Wherever the word "thumb" shows up in the data, report the line it sits in.

Saved data entries:
• • • • •

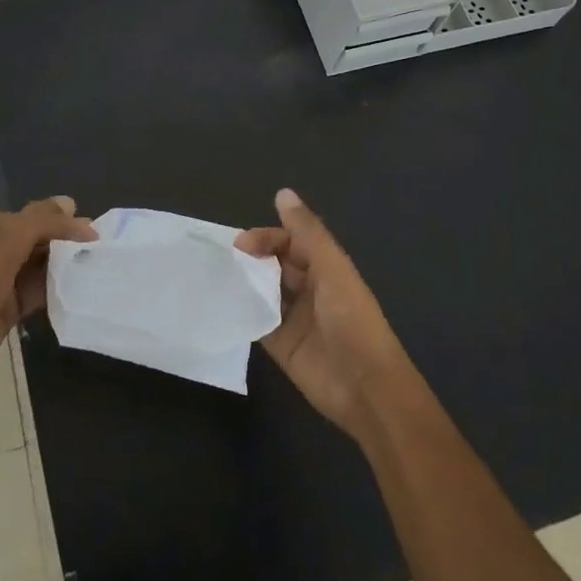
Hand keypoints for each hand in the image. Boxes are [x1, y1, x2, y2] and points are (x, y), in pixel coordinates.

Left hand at [0, 196, 96, 409]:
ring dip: (60, 267)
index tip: (92, 233)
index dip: (57, 222)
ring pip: (34, 267)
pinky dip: (53, 289)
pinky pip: (33, 292)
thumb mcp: (3, 249)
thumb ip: (39, 223)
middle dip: (62, 243)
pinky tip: (78, 289)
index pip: (25, 218)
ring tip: (96, 267)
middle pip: (31, 240)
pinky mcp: (2, 310)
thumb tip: (69, 202)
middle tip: (99, 248)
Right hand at [236, 189, 411, 439]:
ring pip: (263, 291)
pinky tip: (221, 306)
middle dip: (251, 257)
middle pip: (274, 264)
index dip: (267, 238)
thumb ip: (307, 232)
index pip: (290, 242)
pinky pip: (256, 322)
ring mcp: (293, 318)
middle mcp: (309, 289)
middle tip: (225, 259)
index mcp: (325, 268)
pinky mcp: (280, 346)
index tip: (241, 243)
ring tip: (215, 277)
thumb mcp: (332, 269)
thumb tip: (283, 193)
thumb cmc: (353, 321)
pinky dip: (241, 312)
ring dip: (244, 283)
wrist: (365, 388)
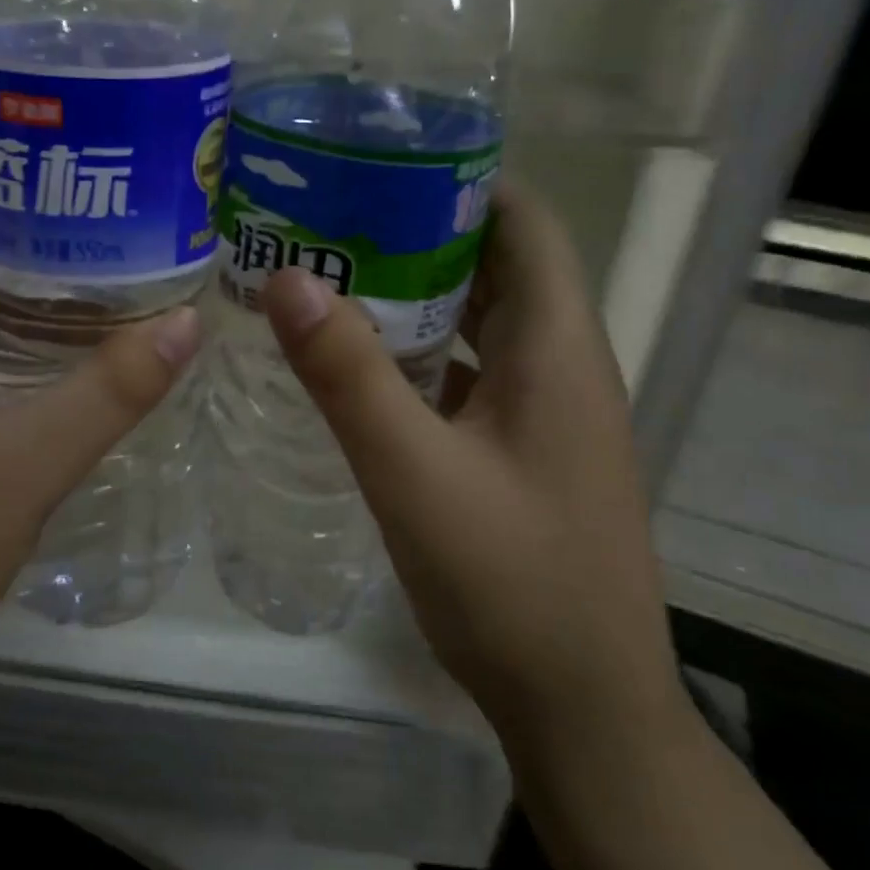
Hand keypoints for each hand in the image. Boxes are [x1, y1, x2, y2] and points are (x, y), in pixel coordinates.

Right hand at [261, 185, 686, 765]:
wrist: (581, 706)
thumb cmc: (510, 582)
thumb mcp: (413, 473)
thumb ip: (349, 375)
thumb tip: (288, 278)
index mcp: (557, 347)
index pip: (524, 223)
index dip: (462, 180)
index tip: (378, 163)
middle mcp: (560, 364)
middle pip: (495, 266)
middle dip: (418, 232)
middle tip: (329, 216)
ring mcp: (543, 411)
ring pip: (477, 323)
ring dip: (414, 295)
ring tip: (330, 273)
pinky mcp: (522, 450)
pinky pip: (468, 374)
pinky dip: (419, 354)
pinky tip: (358, 364)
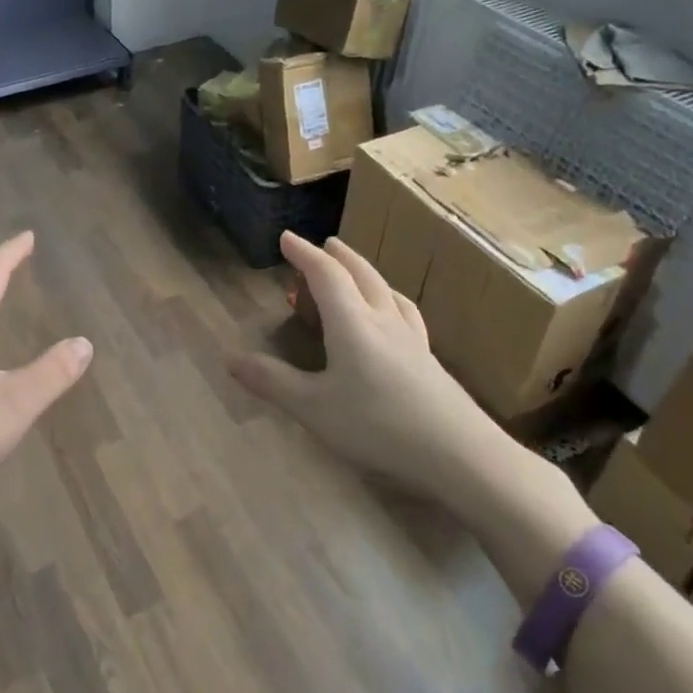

• • • • •

ANSWER SECTION:
thumb mcp: (3, 249)
thumb ip: (39, 223)
thumb tip: (69, 202)
thumb ip: (307, 232)
thumb mcp: (332, 269)
thumb tip: (283, 193)
thumb cmc: (353, 321)
thumb cmc: (510, 582)
thumb mcp: (413, 473)
thumb ip: (349, 375)
thumb tip: (288, 278)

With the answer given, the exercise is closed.